Scene and Heard: Julie Delpy, Ethan Hawke, Richard Linklater

Photo Credit: Ari Perilstein for Getty Images

Editors' Notes

Ethan Hawke and Julie Delpy

Photo Credit: Ari Perilstein for Getty Images

Editors' Notes

Ethan Hawke, Julie Delpy and Richard Linklater

Editors' Notes

Poster for the film Before Sunrise, directed by Richard Linklater.

Editors' Notes

Poster for the film Before Sunset, directed by Richard Linklater.

Editors' Notes

Poster for the film Before Midnight, directed by Richard Linklater.

“We don’t have to break it and share it,” said Julie Delpy, as she accepted a shooting star statue along with Ethan Hawke and Richard Linklater at the Critics’ Choice Movie Awards held at the Santa Monica Airport’s Barker Hangar on Thursday, January 16. The Broadcast Film Critics Association (BFCA) awarded the actors and their director—known for collaborating on the trilogy Before Sunrise, Before Sunset, and Before Midnight—with the Louis XIII Genius Award for their work on the screenplays and the films.

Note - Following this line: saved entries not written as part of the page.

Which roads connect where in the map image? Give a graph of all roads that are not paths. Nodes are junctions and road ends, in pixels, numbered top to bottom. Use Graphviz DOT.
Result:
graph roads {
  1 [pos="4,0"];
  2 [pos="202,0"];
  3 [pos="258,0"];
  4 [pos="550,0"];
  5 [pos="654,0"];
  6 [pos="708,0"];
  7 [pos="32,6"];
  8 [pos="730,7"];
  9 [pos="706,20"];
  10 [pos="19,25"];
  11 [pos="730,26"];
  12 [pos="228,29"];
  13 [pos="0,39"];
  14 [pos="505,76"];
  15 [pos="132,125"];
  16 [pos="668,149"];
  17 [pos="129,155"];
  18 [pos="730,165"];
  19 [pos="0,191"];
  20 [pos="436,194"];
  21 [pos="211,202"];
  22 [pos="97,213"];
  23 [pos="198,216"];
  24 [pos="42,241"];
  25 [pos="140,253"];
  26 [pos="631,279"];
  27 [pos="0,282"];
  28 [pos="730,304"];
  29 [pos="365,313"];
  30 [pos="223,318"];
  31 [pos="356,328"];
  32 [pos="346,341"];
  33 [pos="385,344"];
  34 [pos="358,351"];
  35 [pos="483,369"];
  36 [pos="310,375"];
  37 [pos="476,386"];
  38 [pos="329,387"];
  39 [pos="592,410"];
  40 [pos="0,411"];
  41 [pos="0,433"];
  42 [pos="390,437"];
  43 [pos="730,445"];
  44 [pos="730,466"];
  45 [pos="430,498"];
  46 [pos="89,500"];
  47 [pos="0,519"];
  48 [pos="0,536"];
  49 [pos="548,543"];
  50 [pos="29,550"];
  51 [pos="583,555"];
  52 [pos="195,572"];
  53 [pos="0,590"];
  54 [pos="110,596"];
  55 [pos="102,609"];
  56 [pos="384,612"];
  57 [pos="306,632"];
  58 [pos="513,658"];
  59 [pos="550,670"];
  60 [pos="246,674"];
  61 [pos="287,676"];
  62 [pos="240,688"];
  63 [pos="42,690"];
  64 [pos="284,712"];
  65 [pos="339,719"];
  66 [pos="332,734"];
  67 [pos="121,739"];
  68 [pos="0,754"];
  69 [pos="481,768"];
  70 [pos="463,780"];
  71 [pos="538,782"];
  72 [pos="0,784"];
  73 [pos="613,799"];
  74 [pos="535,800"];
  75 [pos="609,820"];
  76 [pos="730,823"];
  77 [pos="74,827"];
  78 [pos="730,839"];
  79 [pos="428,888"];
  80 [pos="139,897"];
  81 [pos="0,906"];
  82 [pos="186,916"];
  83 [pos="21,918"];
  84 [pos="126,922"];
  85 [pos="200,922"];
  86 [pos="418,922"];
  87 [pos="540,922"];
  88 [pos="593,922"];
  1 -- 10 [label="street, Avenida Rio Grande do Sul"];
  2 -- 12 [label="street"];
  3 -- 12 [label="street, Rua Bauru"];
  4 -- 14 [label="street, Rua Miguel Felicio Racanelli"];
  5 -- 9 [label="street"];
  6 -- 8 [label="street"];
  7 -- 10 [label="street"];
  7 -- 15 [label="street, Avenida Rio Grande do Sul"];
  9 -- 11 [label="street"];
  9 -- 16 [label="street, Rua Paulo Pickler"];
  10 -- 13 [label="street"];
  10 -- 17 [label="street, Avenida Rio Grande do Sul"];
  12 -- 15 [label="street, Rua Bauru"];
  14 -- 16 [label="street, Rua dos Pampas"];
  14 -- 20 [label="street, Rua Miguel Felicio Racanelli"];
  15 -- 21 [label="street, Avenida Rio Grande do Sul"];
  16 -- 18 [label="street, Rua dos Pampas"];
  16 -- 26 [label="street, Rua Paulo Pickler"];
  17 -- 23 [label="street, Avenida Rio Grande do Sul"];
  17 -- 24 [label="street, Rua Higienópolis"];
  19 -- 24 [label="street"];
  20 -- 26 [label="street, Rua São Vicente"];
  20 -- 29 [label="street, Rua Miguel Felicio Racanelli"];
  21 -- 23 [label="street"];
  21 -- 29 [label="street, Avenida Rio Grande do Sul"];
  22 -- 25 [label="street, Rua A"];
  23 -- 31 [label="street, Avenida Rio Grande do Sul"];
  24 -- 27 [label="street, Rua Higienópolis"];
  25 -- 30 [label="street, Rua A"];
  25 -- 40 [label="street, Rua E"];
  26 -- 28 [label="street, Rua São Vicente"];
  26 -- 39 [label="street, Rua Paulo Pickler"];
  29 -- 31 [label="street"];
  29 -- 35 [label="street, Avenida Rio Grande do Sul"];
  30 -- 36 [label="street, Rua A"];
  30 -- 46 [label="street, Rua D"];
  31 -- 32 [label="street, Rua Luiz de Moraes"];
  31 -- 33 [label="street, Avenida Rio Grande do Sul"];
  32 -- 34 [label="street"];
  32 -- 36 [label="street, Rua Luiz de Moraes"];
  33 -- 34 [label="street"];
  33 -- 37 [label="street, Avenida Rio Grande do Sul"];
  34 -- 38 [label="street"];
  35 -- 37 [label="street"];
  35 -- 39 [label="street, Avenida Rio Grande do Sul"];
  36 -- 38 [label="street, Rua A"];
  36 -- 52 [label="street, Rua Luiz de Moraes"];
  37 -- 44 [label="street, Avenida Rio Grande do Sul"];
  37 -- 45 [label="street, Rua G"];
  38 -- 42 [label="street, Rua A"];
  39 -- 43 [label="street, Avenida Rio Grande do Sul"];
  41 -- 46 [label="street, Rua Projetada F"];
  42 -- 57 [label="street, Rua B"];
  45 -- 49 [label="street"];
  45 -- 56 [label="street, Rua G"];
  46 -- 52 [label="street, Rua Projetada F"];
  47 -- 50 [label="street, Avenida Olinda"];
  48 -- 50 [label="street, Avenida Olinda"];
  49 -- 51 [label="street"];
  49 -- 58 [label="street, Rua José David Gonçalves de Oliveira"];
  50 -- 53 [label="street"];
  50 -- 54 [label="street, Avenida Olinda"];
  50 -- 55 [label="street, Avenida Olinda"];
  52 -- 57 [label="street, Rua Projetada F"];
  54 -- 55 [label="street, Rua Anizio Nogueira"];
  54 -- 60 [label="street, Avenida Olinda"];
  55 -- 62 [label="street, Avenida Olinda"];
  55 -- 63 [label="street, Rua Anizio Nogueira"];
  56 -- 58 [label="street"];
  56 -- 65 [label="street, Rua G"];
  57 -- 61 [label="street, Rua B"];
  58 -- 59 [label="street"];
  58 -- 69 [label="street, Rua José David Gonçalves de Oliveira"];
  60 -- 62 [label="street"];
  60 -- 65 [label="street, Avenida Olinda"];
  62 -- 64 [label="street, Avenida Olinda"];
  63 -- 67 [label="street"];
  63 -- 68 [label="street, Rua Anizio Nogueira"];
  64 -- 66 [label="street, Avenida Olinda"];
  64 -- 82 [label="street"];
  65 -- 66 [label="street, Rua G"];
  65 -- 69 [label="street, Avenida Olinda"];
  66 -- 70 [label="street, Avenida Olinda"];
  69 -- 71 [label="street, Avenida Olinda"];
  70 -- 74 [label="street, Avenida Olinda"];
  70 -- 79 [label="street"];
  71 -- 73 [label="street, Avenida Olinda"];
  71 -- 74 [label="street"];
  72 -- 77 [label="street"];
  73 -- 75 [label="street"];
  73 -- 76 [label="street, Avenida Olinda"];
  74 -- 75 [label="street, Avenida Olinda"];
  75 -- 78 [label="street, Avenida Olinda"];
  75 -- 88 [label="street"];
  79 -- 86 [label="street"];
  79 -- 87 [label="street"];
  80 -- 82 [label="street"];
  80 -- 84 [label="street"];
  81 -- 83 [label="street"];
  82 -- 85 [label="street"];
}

The first movie, 1995’s Before Sunrise, depicted a chance meeting on a Eurail train between Jesse (an American sightseer played by Hawke) and Celine (a French student played by Delpy). The two began a conversation that led to a day and night spent in Vienna together. The meet cute launched the love story that continues with Before Sunset (2004) and Before Midnight (2013), all directed by Linklater. The couple reconnects nine years later in Paris in the 2004 film, and the latest movie allows Jesse and Céline to continue the ongoing debate about life, love, and relationships while vacationing in Greece 18 years after their initial train conversation. Throughout the series, the dialog is so well written by the three creatives that the actors often seem to be ad-libbing. However, each conversation is actually written, debated, deconstructed, and perfected by Linklater, Delpy, and Hawke before cameras roll.

After thanking the trilogy’s supporters, Linklater confessed, “The name of this award throws us a little bit.” Hawke noted he was told backstage that the definition of genius was “someone who does the same thing over and over again and expects a different result.” Linklater countered, “No, no, they’re messing with you, that’s the definition of insanity.” But Hawke replied, “That works. We keep making the same movie over and over again and we keep expecting somebody to go see it, and they keep not showing up.” Delpy joined the fray, asking Hawke, “Are you saying we’re getting the insanity award?”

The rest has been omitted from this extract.